* **Required work**:
Go through the data and retrieve each line that includes the string "paths".

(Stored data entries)
....................
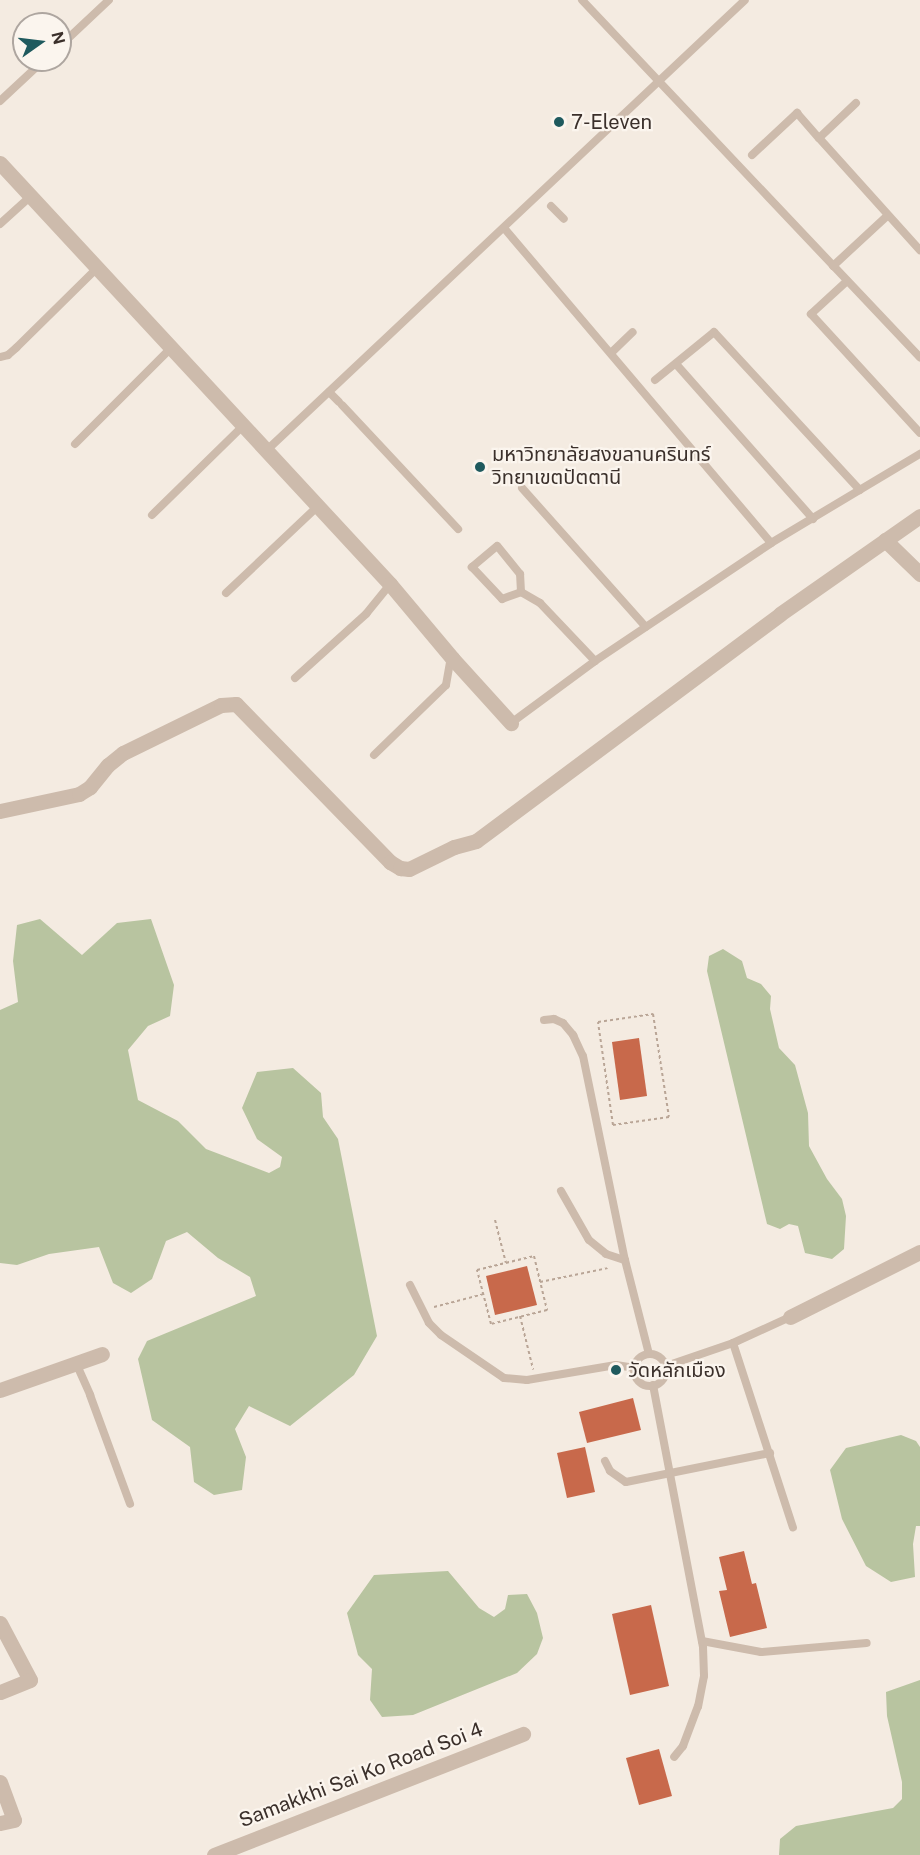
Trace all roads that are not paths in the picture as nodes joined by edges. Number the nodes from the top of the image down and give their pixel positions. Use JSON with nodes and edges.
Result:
{"nodes":[{"id":1,"x":109,"y":0,"type":"edge"},
{"id":2,"x":582,"y":0,"type":"edge"},
{"id":3,"x":745,"y":0,"type":"edge"},
{"id":4,"x":72,"y":34,"type":"edge"},
{"id":5,"x":31,"y":72,"type":"edge"},
{"id":6,"x":659,"y":81,"type":"junction"},
{"id":7,"x":0,"y":101,"type":"edge"},
{"id":8,"x":856,"y":103,"type":"dead end"},
{"id":9,"x":819,"y":138,"type":"junction"},
{"id":10,"x":752,"y":155,"type":"dead end"},
{"id":11,"x":0,"y":163,"type":"edge"},
{"id":12,"x":31,"y":196,"type":"junction"},
{"id":13,"x":551,"y":206,"type":"dead end"},
{"id":14,"x":887,"y":216,"type":"junction"},
{"id":15,"x":564,"y":219,"type":"dead end"},
{"id":16,"x":0,"y":224,"type":"edge"},
{"id":17,"x":504,"y":228,"type":"junction"},
{"id":18,"x":920,"y":250,"type":"edge"},
{"id":19,"x":833,"y":266,"type":"junction"},
{"id":20,"x":98,"y":267,"type":"junction"},
{"id":21,"x":847,"y":280,"type":"junction"},
{"id":22,"x":633,"y":332,"type":"dead end"},
{"id":23,"x":172,"y":347,"type":"junction"},
{"id":24,"x":610,"y":353,"type":"junction"},
{"id":25,"x":0,"y":357,"type":"edge"},
{"id":26,"x":920,"y":357,"type":"edge"},
{"id":27,"x":676,"y":364,"type":"junction"},
{"id":28,"x":655,"y":380,"type":"dead end"},
{"id":29,"x":329,"y":392,"type":"junction"},
{"id":30,"x":244,"y":425,"type":"junction"},
{"id":31,"x":920,"y":433,"type":"edge"},
{"id":32,"x":75,"y":444,"type":"dead end"},
{"id":33,"x":267,"y":450,"type":"junction"},
{"id":34,"x":920,"y":454,"type":"edge"},
{"id":35,"x":522,"y":488,"type":"dead end"},
{"id":36,"x":860,"y":490,"type":"junction"},
{"id":37,"x":318,"y":506,"type":"junction"},
{"id":38,"x":152,"y":515,"type":"dead end"},
{"id":39,"x":920,"y":516,"type":"edge"},
{"id":40,"x":813,"y":519,"type":"junction"},
{"id":41,"x":459,"y":529,"type":"dead end"},
{"id":42,"x":885,"y":540,"type":"junction"},
{"id":43,"x":771,"y":543,"type":"junction"},
{"id":44,"x":920,"y":574,"type":"edge"},
{"id":45,"x":390,"y":584,"type":"junction"},
{"id":46,"x":521,"y":592,"type":"junction"},
{"id":47,"x":226,"y":593,"type":"dead end"},
{"id":48,"x":646,"y":627,"type":"junction"},
{"id":49,"x":452,"y":658,"type":"junction"},
{"id":50,"x":595,"y":661,"type":"junction"},
{"id":51,"x":295,"y":678,"type":"dead end"},
{"id":52,"x":511,"y":723,"type":"joint"},
{"id":53,"x":374,"y":754,"type":"dead end"},
{"id":54,"x":0,"y":811,"type":"edge"},
{"id":55,"x":544,"y":1020,"type":"dead end"},
{"id":56,"x":561,"y":1191,"type":"dead end"},
{"id":57,"x":920,"y":1252,"type":"edge"},
{"id":58,"x":626,"y":1262,"type":"junction"},
{"id":59,"x":410,"y":1285,"type":"dead end"},
{"id":60,"x":790,"y":1317,"type":"joint"},
{"id":61,"x":733,"y":1343,"type":"junction"},
{"id":62,"x":102,"y":1354,"type":"dead end"},
{"id":63,"x":649,"y":1354,"type":"junction"},
{"id":64,"x":76,"y":1363,"type":"junction"},
{"id":65,"x":666,"y":1366,"type":"junction"},
{"id":66,"x":635,"y":1368,"type":"junction"},
{"id":67,"x":653,"y":1385,"type":"junction"},
{"id":68,"x":0,"y":1390,"type":"edge"},
{"id":69,"x":770,"y":1453,"type":"junction"},
{"id":70,"x":604,"y":1461,"type":"dead end"},
{"id":71,"x":669,"y":1473,"type":"junction"},
{"id":72,"x":130,"y":1504,"type":"dead end"},
{"id":73,"x":793,"y":1528,"type":"dead end"},
{"id":74,"x":2,"y":1630,"type":"edge"},
{"id":75,"x":702,"y":1641,"type":"junction"},
{"id":76,"x":867,"y":1643,"type":"dead end"},
{"id":77,"x":0,"y":1692,"type":"edge"},
{"id":78,"x":523,"y":1734,"type":"dead end"},
{"id":79,"x":674,"y":1757,"type":"dead end"},
{"id":80,"x":0,"y":1782,"type":"edge"},
{"id":81,"x":7,"y":1821,"type":"edge"},
{"id":82,"x":214,"y":1855,"type":"edge"}],
"edges":[{"from":1,"to":4,"type":"lane"},
{"from":2,"to":6,"type":"lane"},
{"from":3,"to":6,"type":"lane"},
{"from":5,"to":7,"type":"lane"},
{"from":6,"to":17,"type":"lane"},
{"from":6,"to":19,"type":"lane"},
{"from":8,"to":9,"type":"lane"},
{"from":9,"to":10,"type":"lane"},
{"from":9,"to":14,"type":"lane"},
{"from":11,"to":12,"type":"street"},
{"from":12,"to":16,"type":"lane"},
{"from":12,"to":20,"type":"street"},
{"from":13,"to":15,"type":"lane"},
{"from":14,"to":18,"type":"lane"},
{"from":14,"to":19,"type":"lane"},
{"from":17,"to":24,"type":"lane"},
{"from":17,"to":29,"type":"lane"},
{"from":19,"to":21,"type":"lane"},
{"from":20,"to":23,"type":"street"},
{"from":20,"to":25,"type":"lane"},
{"from":21,"to":26,"type":"lane"},
{"from":21,"to":31,"type":"lane"},
{"from":22,"to":24,"type":"lane"},
{"from":23,"to":30,"type":"street"},
{"from":23,"to":32,"type":"lane"},
{"from":24,"to":43,"type":"lane"},
{"from":27,"to":28,"type":"lane"},
{"from":27,"to":36,"type":"lane"},
{"from":27,"to":40,"type":"lane"},
{"from":29,"to":33,"type":"lane"},
{"from":29,"to":41,"type":"lane"},
{"from":30,"to":33,"type":"street"},
{"from":30,"to":38,"type":"lane"},
{"from":33,"to":37,"type":"street"},
{"from":34,"to":36,"type":"lane"},
{"from":35,"to":48,"type":"lane"},
{"from":36,"to":40,"type":"lane"},
{"from":37,"to":45,"type":"street"},
{"from":37,"to":47,"type":"lane"},
{"from":39,"to":42,"type":"street"},
{"from":40,"to":43,"type":"lane"},
{"from":42,"to":44,"type":"street"},
{"from":42,"to":54,"type":"street"},
{"from":43,"to":48,"type":"lane"},
{"from":45,"to":49,"type":"street"},
{"from":45,"to":51,"type":"lane"},
{"from":46,"to":46,"type":"lane"},
{"from":46,"to":50,"type":"lane"},
{"from":48,"to":50,"type":"lane"},
{"from":49,"to":52,"type":"street"},
{"from":49,"to":53,"type":"lane"},
{"from":50,"to":52,"type":"lane"},
{"from":55,"to":58,"type":"lane"},
{"from":56,"to":58,"type":"lane"},
{"from":57,"to":60,"type":"street"},
{"from":58,"to":63,"type":"lane"},
{"from":59,"to":66,"type":"lane"},
{"from":60,"to":61,"type":"lane"},
{"from":61,"to":65,"type":"lane"},
{"from":61,"to":69,"type":"lane"},
{"from":62,"to":64,"type":"street"},
{"from":63,"to":65,"type":"lane"},
{"from":63,"to":66,"type":"lane"},
{"from":64,"to":68,"type":"street"},
{"from":64,"to":72,"type":"lane"},
{"from":65,"to":67,"type":"lane"},
{"from":66,"to":67,"type":"lane"},
{"from":67,"to":71,"type":"lane"},
{"from":69,"to":71,"type":"lane"},
{"from":69,"to":73,"type":"lane"},
{"from":70,"to":71,"type":"lane"},
{"from":71,"to":75,"type":"lane"},
{"from":74,"to":77,"type":"street"},
{"from":75,"to":76,"type":"lane"},
{"from":75,"to":79,"type":"lane"},
{"from":78,"to":82,"type":"street","name":"Samakkhi Sai Ko Road Soi 4"},
{"from":80,"to":81,"type":"street"}]}
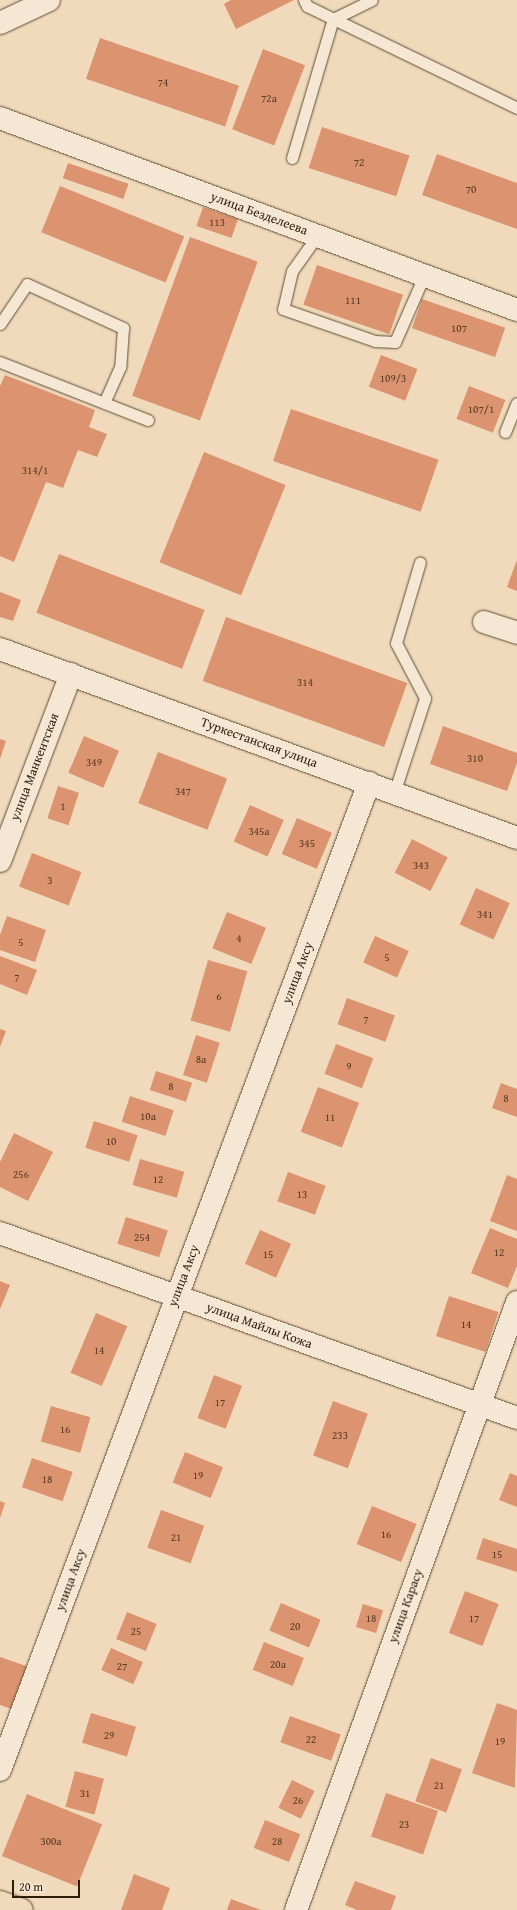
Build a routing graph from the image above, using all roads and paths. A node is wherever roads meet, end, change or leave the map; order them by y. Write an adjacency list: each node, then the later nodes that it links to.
1 (49, 0): 5 (street)
2 (304, 0): 4 (lane)
3 (372, 0): 4 (lane)
4 (333, 18): 6 (lane); 8 (lane)
5 (0, 23)
6 (517, 108)
7 (0, 118): 9 (street, улица Безделеева)
8 (292, 158)
9 (317, 236): 10 (street, улица Безделеева); 10 (lane)
10 (424, 276): 11 (street, улица Безделеева)
11 (517, 310)
12 (0, 324): 14 (lane)
13 (0, 362): 14 (lane)
14 (104, 403): 16 (lane)
15 (517, 403): 17 (lane)
16 (148, 420)
17 (505, 432)
18 (420, 562): 24 (lane)
19 (484, 622): 20 (street)
20 (517, 633)
21 (0, 648): 22 (street, Туркестанская улица)
22 (71, 674): 23 (street, Туркестанская улица); 26 (street, улица Манкентская)
23 (369, 783): 24 (street, Туркестанская улица); 28 (street, улица Аксу)
24 (394, 793): 25 (street, Туркестанская улица)
25 (517, 838)
26 (0, 860)
27 (0, 1233): 28 (street, улица Майлы Кожа)
28 (176, 1296): 30 (street, улица Майлы Кожа); 32 (street, улица Аксу)
29 (517, 1302): 30 (street, улица Карасу)
30 (479, 1405): 31 (street, улица Майлы Кожа); 36 (street, улица Карасу)
31 (517, 1418)
32 (4, 1744): 33 (street, улица Аксу)
33 (0, 1770)
34 (0, 1902): 35 (main road)
35 (22, 1910)
36 (296, 1910)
....................
* **Result below**:
Trace all roads that are not paths in the picture as nodes joined by edges. Number the nodes from the top of the image down and give their pixel positions. Use JSON with nodes and edges.
Build a routing graph from the image above, using all roads and paths. A node is wherever roads meet, end, change or leave the map; order them by y. Write an adjacency list: each node, then the later nodes that it links to.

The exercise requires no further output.